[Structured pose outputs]
----

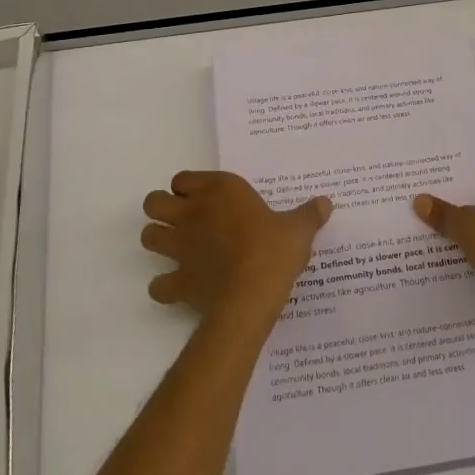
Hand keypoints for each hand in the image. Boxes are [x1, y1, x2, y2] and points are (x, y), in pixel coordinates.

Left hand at [141, 171, 331, 323]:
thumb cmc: (273, 251)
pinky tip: (179, 287)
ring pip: (148, 236)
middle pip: (154, 203)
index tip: (205, 198)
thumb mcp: (298, 229)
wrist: (250, 297)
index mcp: (219, 191)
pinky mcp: (178, 281)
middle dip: (162, 209)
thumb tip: (326, 203)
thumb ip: (308, 214)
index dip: (188, 187)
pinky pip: (158, 284)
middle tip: (184, 219)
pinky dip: (164, 286)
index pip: (183, 178)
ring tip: (177, 248)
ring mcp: (180, 248)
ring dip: (157, 240)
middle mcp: (192, 213)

----

● Work required
Reproduce the line that contains "index dip: (188, 187)" and each line after it through the last line of the entries above, exactly; leave out all earlier lines.

● Solution for this exercise
index dip: (188, 187)
pinky pip: (158, 284)
middle tip: (184, 219)
pinky dip: (164, 286)
index pip: (183, 178)
ring tip: (177, 248)
ring mcp: (180, 248)
ring dip: (157, 240)
middle mcp: (192, 213)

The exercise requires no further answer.